↓
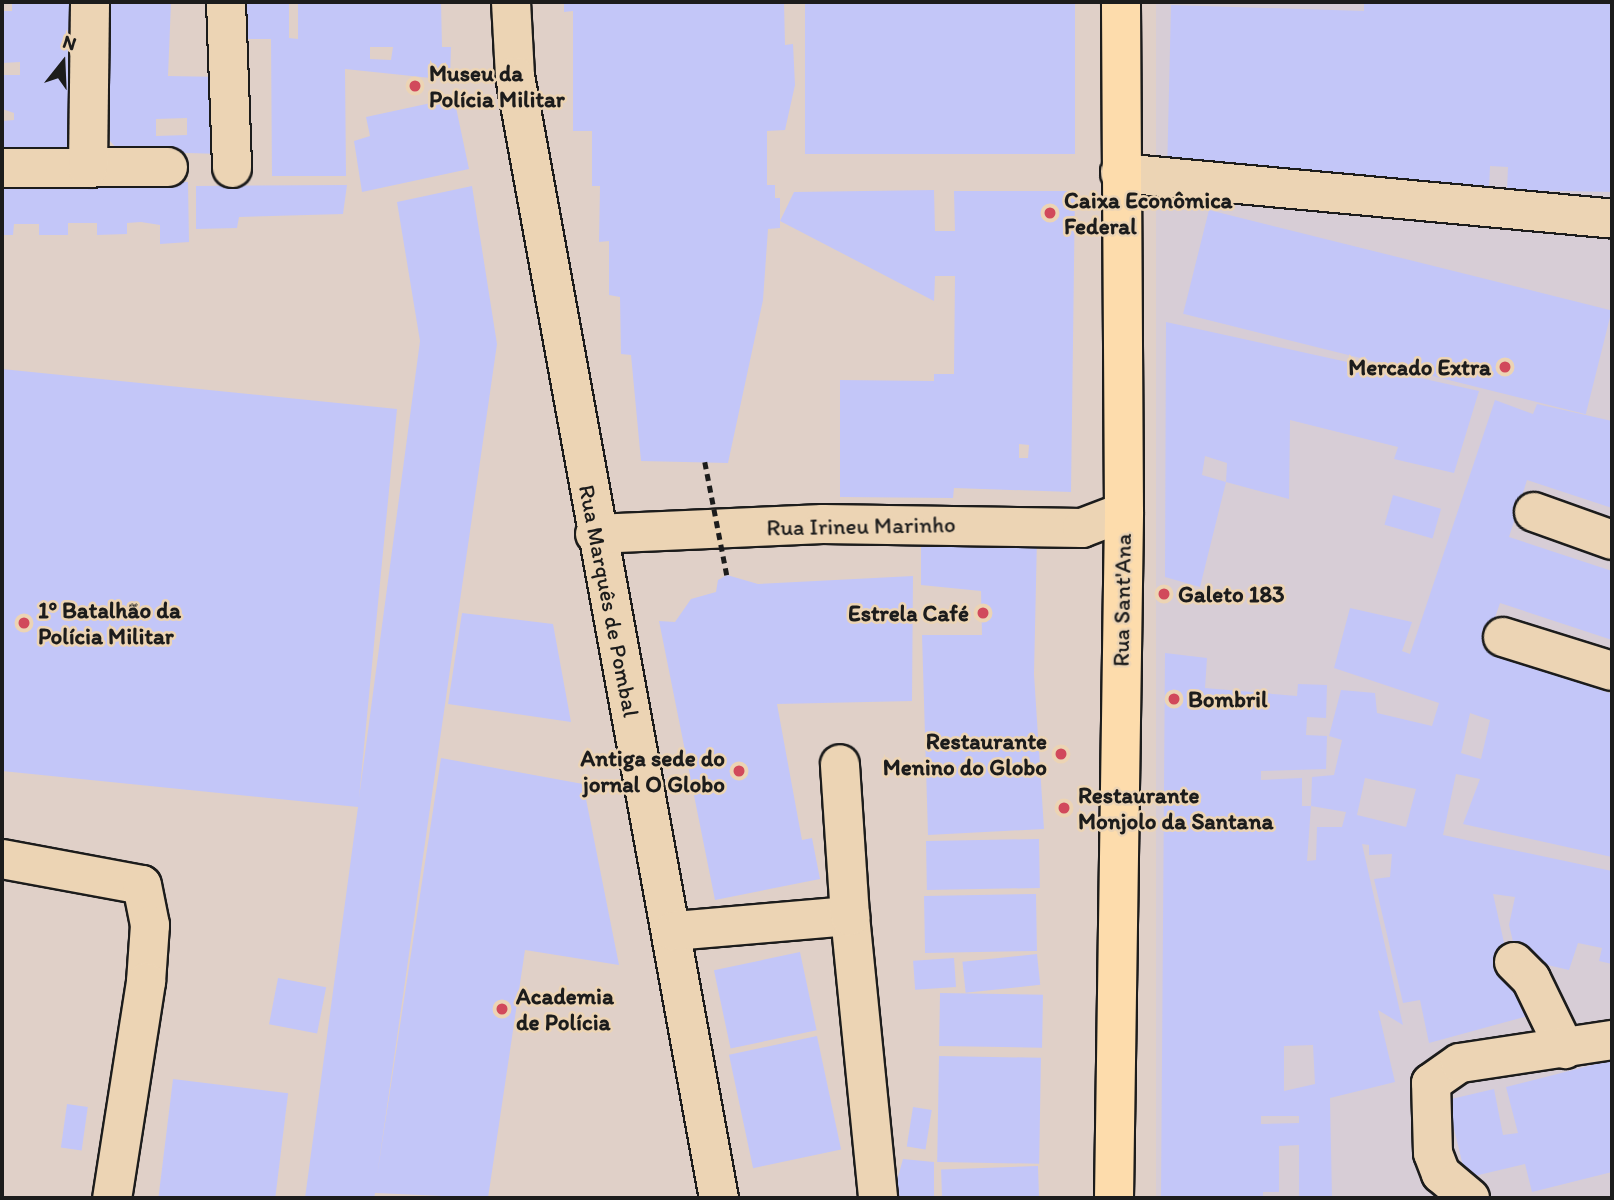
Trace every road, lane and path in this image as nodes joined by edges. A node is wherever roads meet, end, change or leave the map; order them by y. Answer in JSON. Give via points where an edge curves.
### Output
{"nodes":[{"id":1,"x":90,"y":2,"type":"edge"},
{"id":2,"x":226,"y":2,"type":"edge"},
{"id":3,"x":511,"y":2,"type":"edge"},
{"id":4,"x":1121,"y":2,"type":"edge"},
{"id":5,"x":168,"y":167,"type":"dead end"},
{"id":6,"x":2,"y":168,"type":"edge"},
{"id":7,"x":88,"y":168,"type":"junction"},
{"id":8,"x":232,"y":168,"type":"dead end"},
{"id":9,"x":1120,"y":173,"type":"junction"},
{"id":10,"x":1612,"y":219,"type":"edge"},
{"id":11,"x":705,"y":462,"type":"dead end"},
{"id":12,"x":1124,"y":512,"type":"junction"},
{"id":13,"x":1534,"y":512,"type":"dead end"},
{"id":14,"x":595,"y":534,"type":"junction"},
{"id":15,"x":1612,"y":540,"type":"edge"},
{"id":16,"x":727,"y":575,"type":"dead end"},
{"id":17,"x":1503,"y":637,"type":"dead end"},
{"id":18,"x":1612,"y":671,"type":"edge"},
{"id":19,"x":840,"y":764,"type":"dead end"},
{"id":20,"x":2,"y":859,"type":"edge"},
{"id":21,"x":850,"y":916,"type":"junction"},
{"id":22,"x":674,"y":931,"type":"junction"},
{"id":23,"x":1514,"y":962,"type":"dead end"},
{"id":24,"x":1612,"y":1040,"type":"edge"},
{"id":25,"x":1565,"y":1049,"type":"junction"},
{"id":26,"x":111,"y":1198,"type":"edge"},
{"id":27,"x":719,"y":1198,"type":"edge"},
{"id":28,"x":878,"y":1198,"type":"edge"},
{"id":29,"x":1114,"y":1198,"type":"edge"},
{"id":30,"x":1470,"y":1198,"type":"edge"}],
"edges":[{"from":1,"to":7,"type":"street"},
{"from":2,"to":8,"type":"street"},
{"from":3,"to":14,"type":"street","name":"Rua Marquês de Pombal","via":[[515,76]]},
{"from":4,"to":9,"type":"main road","name":"Rua Sant'Ana"},
{"from":5,"to":7,"type":"street"},
{"from":6,"to":7,"type":"street"},
{"from":9,"to":10,"type":"street"},
{"from":9,"to":12,"type":"main road","name":"Rua Sant'Ana"},
{"from":11,"to":16,"type":"path","bridge":true},
{"from":12,"to":14,"type":"street","name":"Rua Irineu Marinho","via":[[1082,528],[823,524]]},
{"from":12,"to":29,"type":"main road","name":"Rua Sant'Ana"},
{"from":13,"to":15,"type":"street"},
{"from":14,"to":22,"type":"street","name":"Rua Marquês de Pombal"},
{"from":17,"to":18,"type":"street"},
{"from":19,"to":21,"type":"street"},
{"from":20,"to":26,"type":"street","via":[[142,885],[150,925],[146,982]]},
{"from":21,"to":22,"type":"street"},
{"from":21,"to":28,"type":"street"},
{"from":22,"to":27,"type":"street","name":"Rua Marquês de Pombal"},
{"from":23,"to":25,"type":"street","via":[[1531,979]]},
{"from":24,"to":25,"type":"street"},
{"from":25,"to":30,"type":"street","via":[[1460,1063],[1431,1083],[1433,1153],[1441,1174]]}]}
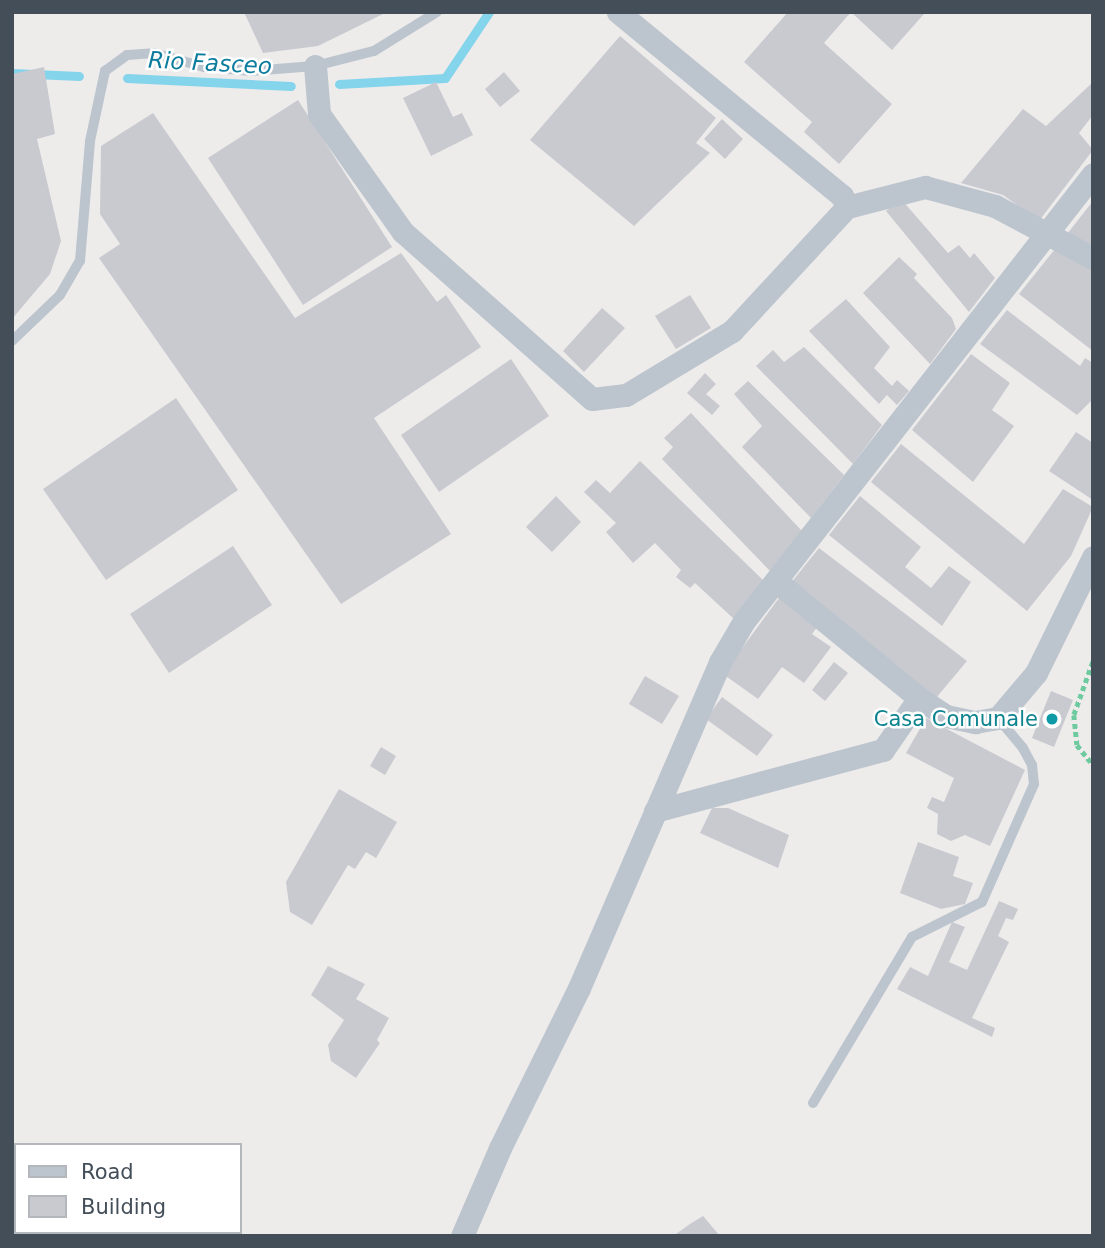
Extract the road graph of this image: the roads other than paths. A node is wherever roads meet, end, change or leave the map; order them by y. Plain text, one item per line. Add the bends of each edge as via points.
1 (437, 12) edge
2 (618, 12) edge
3 (315, 66) junction
4 (1093, 174) edge
5 (847, 207) junction
6 (1048, 233) junction
7 (1093, 258) edge
8 (12, 341) edge
9 (1093, 556) edge
10 (776, 581) junction
11 (919, 698) junction
12 (998, 718) junction
13 (655, 811) junction
14 (813, 1103) dead end
15 (462, 1236) edge

1 - 3 lane via 374,51
2 - 5 street via 842,196
3 - 5 street via 319,114 403,232 592,399 626,394 732,331
3 - 8 lane via 252,71 204,66 154,53 127,55 105,71 90,141 80,261 60,295
4 - 6 street
5 - 6 street via 925,187 995,206
6 - 7 street
6 - 10 street
9 - 12 street via 1036,673
10 - 11 street
10 - 13 street via 720,662
11 - 12 street via 946,716 975,722
11 - 13 street via 883,750
12 - 14 lane via 1023,748 1032,765 1034,784 982,902 912,937
13 - 15 street via 579,988

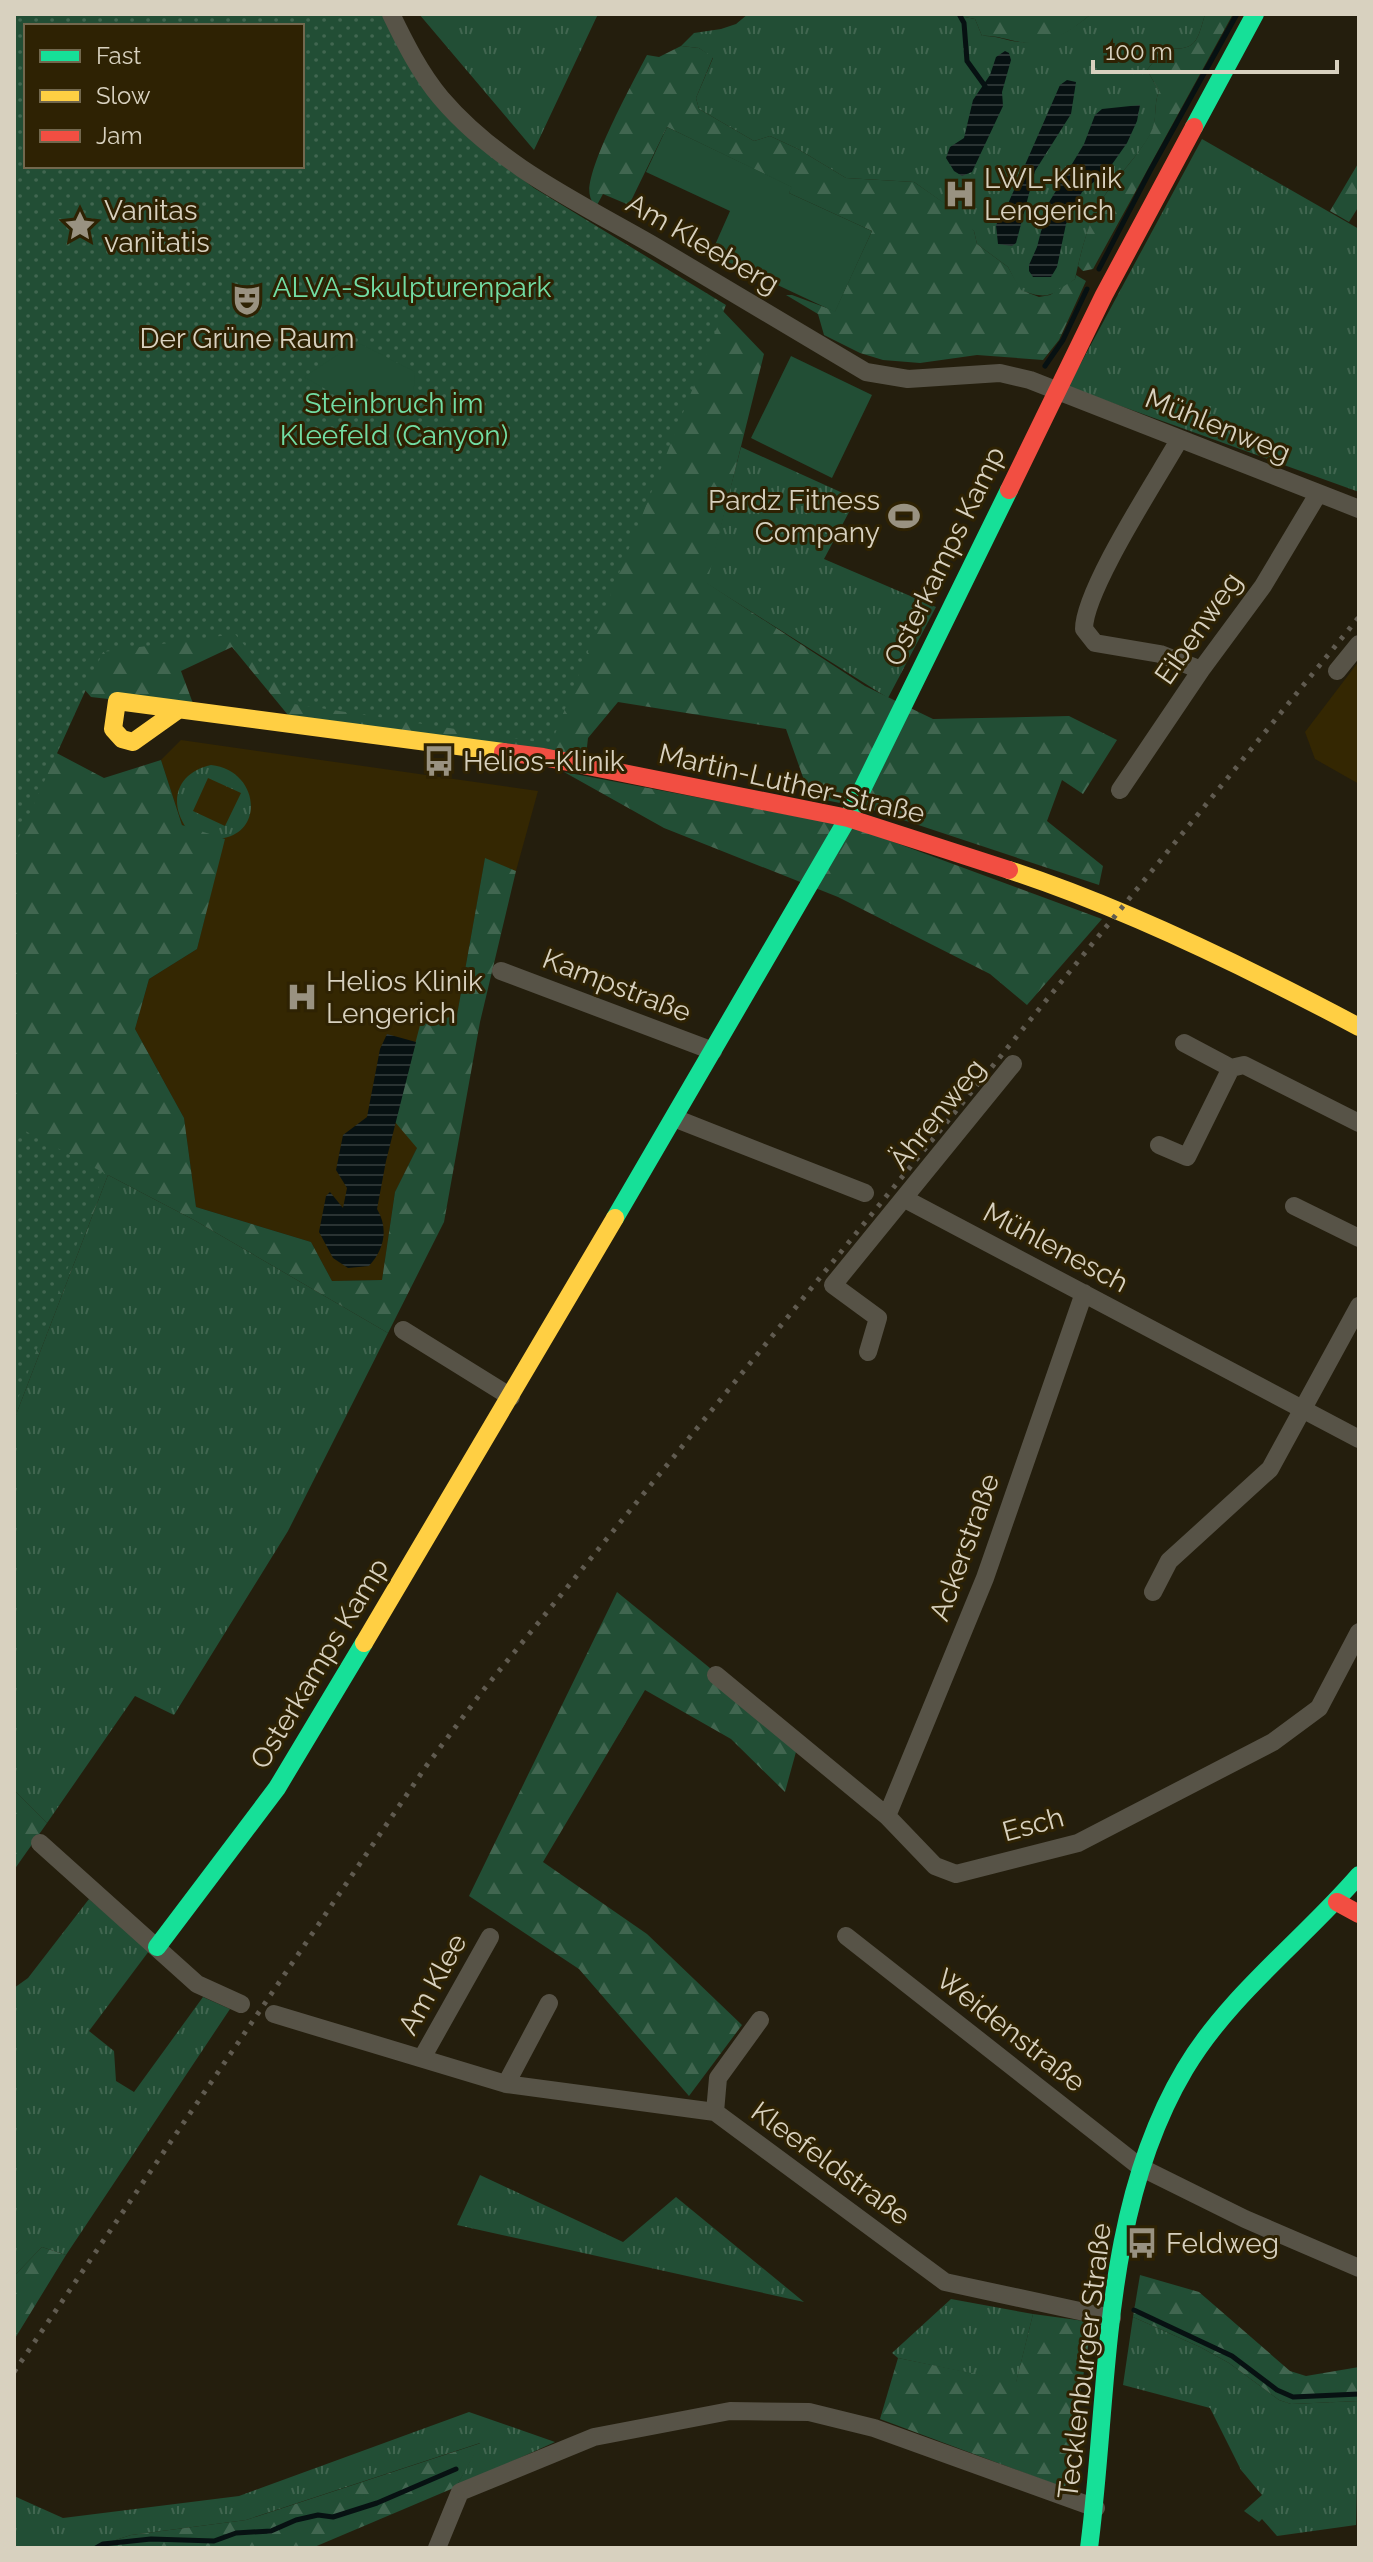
↑
**Your assignment:** The response should restate the material above word for word and contain no pictures.

**Output:**
Trace every road, lane and path in this image as nodes joined by edges. A node is wherever roads meet, end, change or leave the map; order them by y. Answer in JSON. Give via points where an edge curves.
### Output
{"nodes":[{"id":1,"x":90,"y":2,"type":"edge"},
{"id":2,"x":226,"y":2,"type":"edge"},
{"id":3,"x":511,"y":2,"type":"edge"},
{"id":4,"x":1121,"y":2,"type":"edge"},
{"id":5,"x":168,"y":167,"type":"dead end"},
{"id":6,"x":2,"y":168,"type":"edge"},
{"id":7,"x":88,"y":168,"type":"junction"},
{"id":8,"x":232,"y":168,"type":"dead end"},
{"id":9,"x":1120,"y":173,"type":"junction"},
{"id":10,"x":1612,"y":219,"type":"edge"},
{"id":11,"x":705,"y":462,"type":"dead end"},
{"id":12,"x":1124,"y":512,"type":"junction"},
{"id":13,"x":1534,"y":512,"type":"dead end"},
{"id":14,"x":595,"y":534,"type":"junction"},
{"id":15,"x":1612,"y":540,"type":"edge"},
{"id":16,"x":727,"y":575,"type":"dead end"},
{"id":17,"x":1503,"y":637,"type":"dead end"},
{"id":18,"x":1612,"y":671,"type":"edge"},
{"id":19,"x":840,"y":764,"type":"dead end"},
{"id":20,"x":2,"y":859,"type":"edge"},
{"id":21,"x":850,"y":916,"type":"junction"},
{"id":22,"x":674,"y":931,"type":"junction"},
{"id":23,"x":1514,"y":962,"type":"dead end"},
{"id":24,"x":1612,"y":1040,"type":"edge"},
{"id":25,"x":1565,"y":1049,"type":"junction"},
{"id":26,"x":111,"y":1198,"type":"edge"},
{"id":27,"x":719,"y":1198,"type":"edge"},
{"id":28,"x":878,"y":1198,"type":"edge"},
{"id":29,"x":1114,"y":1198,"type":"edge"},
{"id":30,"x":1470,"y":1198,"type":"edge"}],
"edges":[{"from":1,"to":7,"type":"street"},
{"from":2,"to":8,"type":"street"},
{"from":3,"to":14,"type":"street","name":"Rua Marquês de Pombal","via":[[515,76]]},
{"from":4,"to":9,"type":"main road","name":"Rua Sant'Ana"},
{"from":5,"to":7,"type":"street"},
{"from":6,"to":7,"type":"street"},
{"from":9,"to":10,"type":"street"},
{"from":9,"to":12,"type":"main road","name":"Rua Sant'Ana"},
{"from":11,"to":16,"type":"path","bridge":true},
{"from":12,"to":14,"type":"street","name":"Rua Irineu Marinho","via":[[1082,528],[823,524]]},
{"from":12,"to":29,"type":"main road","name":"Rua Sant'Ana"},
{"from":13,"to":15,"type":"street"},
{"from":14,"to":22,"type":"street","name":"Rua Marquês de Pombal"},
{"from":17,"to":18,"type":"street"},
{"from":19,"to":21,"type":"street"},
{"from":20,"to":26,"type":"street","via":[[142,885],[150,925],[146,982]]},
{"from":21,"to":22,"type":"street"},
{"from":21,"to":28,"type":"street"},
{"from":22,"to":27,"type":"street","name":"Rua Marquês de Pombal"},
{"from":23,"to":25,"type":"street","via":[[1531,979]]},
{"from":24,"to":25,"type":"street"},
{"from":25,"to":30,"type":"street","via":[[1460,1063],[1431,1083],[1433,1153],[1441,1174]]}]}
Extract the road graph of this image: the roads other than paths. A node is wherever roads meet, end, change or leave the map; order them by y. Plain text, one item per line. Add the bends of each edge as via points.
1 (437, 12) edge
2 (618, 12) edge
3 (315, 66) junction
4 (1093, 174) edge
5 (847, 207) junction
6 (1048, 233) junction
7 (1093, 258) edge
8 (12, 341) edge
9 (1093, 556) edge
10 (776, 581) junction
11 (919, 698) junction
12 (998, 718) junction
13 (655, 811) junction
14 (813, 1103) dead end
15 (462, 1236) edge

1 - 3 lane via 374,51
2 - 5 street via 842,196
3 - 5 street via 319,114 403,232 592,399 626,394 732,331
3 - 8 lane via 252,71 204,66 154,53 127,55 105,71 90,141 80,261 60,295
4 - 6 street
5 - 6 street via 925,187 995,206
6 - 7 street
6 - 10 street
9 - 12 street via 1036,673
10 - 11 street
10 - 13 street via 720,662
11 - 12 street via 946,716 975,722
11 - 13 street via 883,750
12 - 14 lane via 1023,748 1032,765 1034,784 982,902 912,937
13 - 15 street via 579,988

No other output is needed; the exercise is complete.